2月28日
今年、鳩達は戻ってきた。数年前に張り巡らされた鳩防止網により全く見かけることがなかった鳩達が再び巣を形成している。
鳩には帰巣本能があるという。再び巣を形成したのではなく彼らはただ巣に、家に戻ってきただけなのかもしれない。彼らの家を取り戻す運動は何年間も地道にしかし継続的に行われていた。その継続力を目の当たりにして僕は恐れを抱いている。
ネットで鳩のことを検索すると、こう記載されていた。
「鳩は知性が浅いとされています」
本当にそうなのか、全く信じられない。僕はこの数年間を知っている。そして今再び彼らは戻り子を産み育て写真のように一羽が巣を見守っている。
駅のホームで僕はただただ糞が落ちてこないことを祈ることしかできない。主導権は人間にはない。
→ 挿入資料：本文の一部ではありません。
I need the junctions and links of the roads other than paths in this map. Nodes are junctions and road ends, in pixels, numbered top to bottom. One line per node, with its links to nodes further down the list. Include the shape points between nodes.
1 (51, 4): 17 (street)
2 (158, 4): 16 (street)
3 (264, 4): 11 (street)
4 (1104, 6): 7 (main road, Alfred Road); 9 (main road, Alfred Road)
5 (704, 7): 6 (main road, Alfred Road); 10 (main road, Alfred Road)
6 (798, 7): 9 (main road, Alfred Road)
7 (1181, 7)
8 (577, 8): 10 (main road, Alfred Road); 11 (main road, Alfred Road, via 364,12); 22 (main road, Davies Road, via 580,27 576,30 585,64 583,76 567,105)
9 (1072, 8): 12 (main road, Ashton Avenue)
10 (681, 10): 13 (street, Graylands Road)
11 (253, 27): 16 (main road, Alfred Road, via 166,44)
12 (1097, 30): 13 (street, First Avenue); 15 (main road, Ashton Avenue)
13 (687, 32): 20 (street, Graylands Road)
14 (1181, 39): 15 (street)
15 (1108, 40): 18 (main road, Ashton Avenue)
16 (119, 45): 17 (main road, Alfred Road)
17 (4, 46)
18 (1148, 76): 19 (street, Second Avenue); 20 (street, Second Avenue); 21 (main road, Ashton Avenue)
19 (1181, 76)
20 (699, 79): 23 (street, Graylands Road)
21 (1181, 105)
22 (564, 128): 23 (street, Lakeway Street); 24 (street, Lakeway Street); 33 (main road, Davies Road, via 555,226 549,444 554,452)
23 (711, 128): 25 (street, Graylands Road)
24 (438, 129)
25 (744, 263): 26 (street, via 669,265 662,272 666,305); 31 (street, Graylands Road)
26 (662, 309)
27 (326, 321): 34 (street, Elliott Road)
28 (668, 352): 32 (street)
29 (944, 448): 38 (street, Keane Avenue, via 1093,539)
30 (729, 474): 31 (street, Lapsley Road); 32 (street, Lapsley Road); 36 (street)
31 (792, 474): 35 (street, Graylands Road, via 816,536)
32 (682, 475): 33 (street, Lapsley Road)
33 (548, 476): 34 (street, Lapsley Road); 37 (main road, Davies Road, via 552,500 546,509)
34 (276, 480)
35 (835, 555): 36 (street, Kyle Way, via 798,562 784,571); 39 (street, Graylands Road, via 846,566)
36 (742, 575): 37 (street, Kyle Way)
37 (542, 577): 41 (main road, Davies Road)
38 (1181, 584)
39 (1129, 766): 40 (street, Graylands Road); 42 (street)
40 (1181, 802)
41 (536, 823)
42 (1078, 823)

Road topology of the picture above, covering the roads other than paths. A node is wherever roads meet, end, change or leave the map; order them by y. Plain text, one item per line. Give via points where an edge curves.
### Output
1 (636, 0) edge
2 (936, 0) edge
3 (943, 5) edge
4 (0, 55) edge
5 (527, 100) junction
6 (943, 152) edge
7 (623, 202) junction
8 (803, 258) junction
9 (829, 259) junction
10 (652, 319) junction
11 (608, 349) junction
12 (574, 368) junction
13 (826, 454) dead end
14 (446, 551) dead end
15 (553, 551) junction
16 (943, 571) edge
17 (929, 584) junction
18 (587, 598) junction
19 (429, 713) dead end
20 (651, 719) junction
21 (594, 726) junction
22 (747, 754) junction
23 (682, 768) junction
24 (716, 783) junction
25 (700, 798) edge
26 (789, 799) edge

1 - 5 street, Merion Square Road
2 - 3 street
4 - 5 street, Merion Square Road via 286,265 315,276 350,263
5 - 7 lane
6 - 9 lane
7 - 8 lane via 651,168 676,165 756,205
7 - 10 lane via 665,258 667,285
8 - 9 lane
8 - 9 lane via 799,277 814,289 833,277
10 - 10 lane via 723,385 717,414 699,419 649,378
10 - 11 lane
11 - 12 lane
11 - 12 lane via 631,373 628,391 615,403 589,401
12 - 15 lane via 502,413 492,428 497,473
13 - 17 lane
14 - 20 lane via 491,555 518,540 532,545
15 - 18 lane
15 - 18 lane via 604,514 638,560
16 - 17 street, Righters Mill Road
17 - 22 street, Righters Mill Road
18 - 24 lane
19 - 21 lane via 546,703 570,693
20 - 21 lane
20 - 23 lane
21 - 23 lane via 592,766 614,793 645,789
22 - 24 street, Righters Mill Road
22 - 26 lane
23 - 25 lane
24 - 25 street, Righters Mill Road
僕は彼らの足下を生きているのだ。
そんなことを考えながら電車に乗りバイト先へ向かう。変わらない車内の風景。イヤホンはめて景色が過ぎ去るのを立ち尽くして待つだけ。
何かを考えようとしている僕。それは焦りからくる。何かから急かされるように考えようとする。考える、問題を捉える、僕はイヤホンをはめている。
被害妄想、誇大妄想だと気づかずに、仮想敵を作り出しそこに見える問題をどう解決するかを考える時間。それが通勤時間、電車の中で起きていること。
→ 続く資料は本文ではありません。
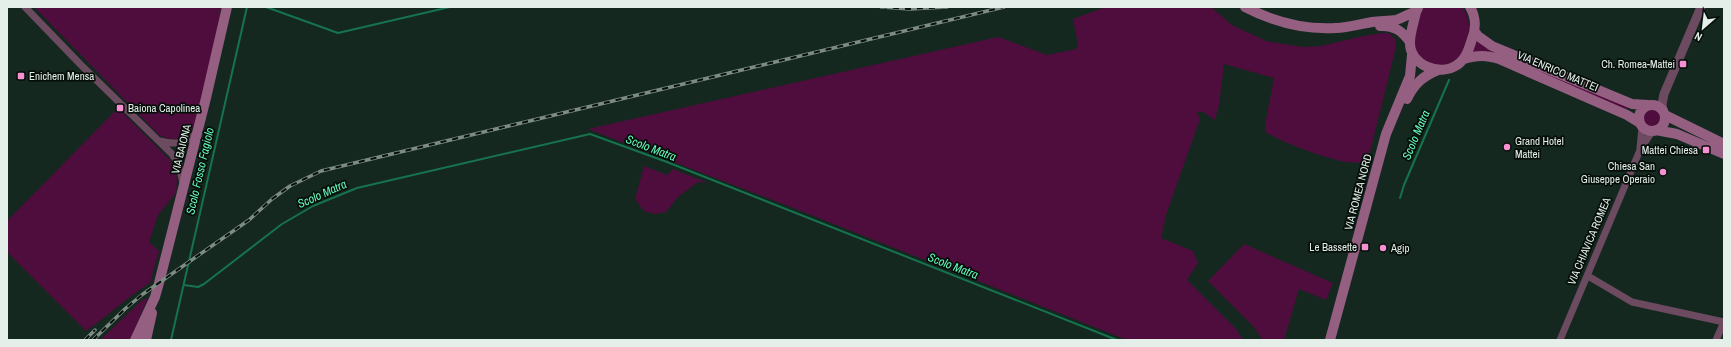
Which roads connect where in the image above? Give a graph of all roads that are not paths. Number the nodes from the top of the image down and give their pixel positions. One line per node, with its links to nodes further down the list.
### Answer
1 (25, 7): 20 (street)
2 (227, 7): 18 (main road, VIA BAIONA)
3 (1245, 7): 7 (main road)
4 (1470, 7): 8 (main road)
5 (1701, 7): 13 (street)
6 (1418, 10): 7 (main road); 9 (main road)
7 (1364, 25): 9 (main road)
8 (1475, 32): 11 (main road); 14 (main road, VIA ENRICO MATTEI)
9 (1410, 42): 10 (main road, VIA ROMEA NORD)
10 (1412, 55): 12 (main road); 16 (main road, VIA ROMEA NORD)
11 (1464, 59): 12 (main road, VIA ROMEA NORD); 17 (main road, VIA ENRICO MATTEI)
12 (1438, 70): 16 (main road, VIA ROMEA NORD)
13 (1664, 94): 14 (street); 15 (street)
14 (1650, 104): 15 (main road); 17 (main road)
15 (1664, 112): 19 (main road); 21 (main road)
16 (1392, 120): 30 (main road, VIA ROMEA NORD)
17 (1641, 125): 19 (main road); 22 (street, VIA CHIAVICA ROMEA)
18 (199, 130): 20 (street); 24 (main road, VIA BAIONA)
19 (1655, 131): 22 (street, VIA CHIAVICA ROMEA); 23 (main road)
20 (158, 140): 24 (street)
21 (1724, 144)
22 (1640, 150): 25 (street, VIA CHIAVICA ROMEA)
23 (1724, 154)
24 (183, 192): 26 (main road, VIA BAIONA)
25 (1588, 276): 27 (street); 31 (street, VIA CHIAVICA ROMEA)
26 (155, 296): 28 (main road, VIA BAIONA); 29 (main road, VIA BAIONA)
27 (1724, 322): 32 (street)
28 (135, 340)
29 (146, 340)
30 (1330, 340)
31 (1560, 340)
32 (1716, 340)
最近その妄想のビジュアルが頭の中でくっきりと誤認し始め現実の感覚を乗っ取る瞬間があるから厄介だ。覚めた時に、妄想の世界の出来事だよな、と理解する。
気がつくといつもの駅を過ぎていた。次の駅で降車。出勤時間まではまだ少し余裕がある。社会に中指立てたい感情を混ぜて伸ばしてほぐすようにゆっくりと歩を進めた。すぐ中指立てたくなる。茶化したくなる。そういうときほど僕は布団の中にいる。又はその様な状態の中にいる。現状の自分を守る手段として無意識的に行う。だが知ってはいる。中指立てても、布団の中にいる限り僕は布団の中にいる僕でしかないということを。でもしてしまう。
地下鉄の改札を抜け階段を登り地上へ出た。不思議と地面が少し高く感じた。パンケーキのように膨らんで見えた。それは頭上から照らすあたたかい陽の光のせいだとすぐに分かった。中指立てたい気持ちはとうに消え、穏やかな空気の膜に包みこまれた。一歩一歩がやたら気持ちが良い。橋を渡ると下を流れる川の音なんかに耳を奪われていたりもする。水面に揺れる鴨親子、川を覗く帽子を被った男、水筒片手にベンチに腰掛ける女。走る車。向かい側には幼稚園。園内からの子供の声に癒されてまた前を向く。頭上からは陽の光。いつでも照らして待っててくれる。
歩き方に変化があった。僕は今日、フィルムカメラを持参していた。仕事の合間、休憩時間、職場を抜けて一人散歩をして撮影した1日だった。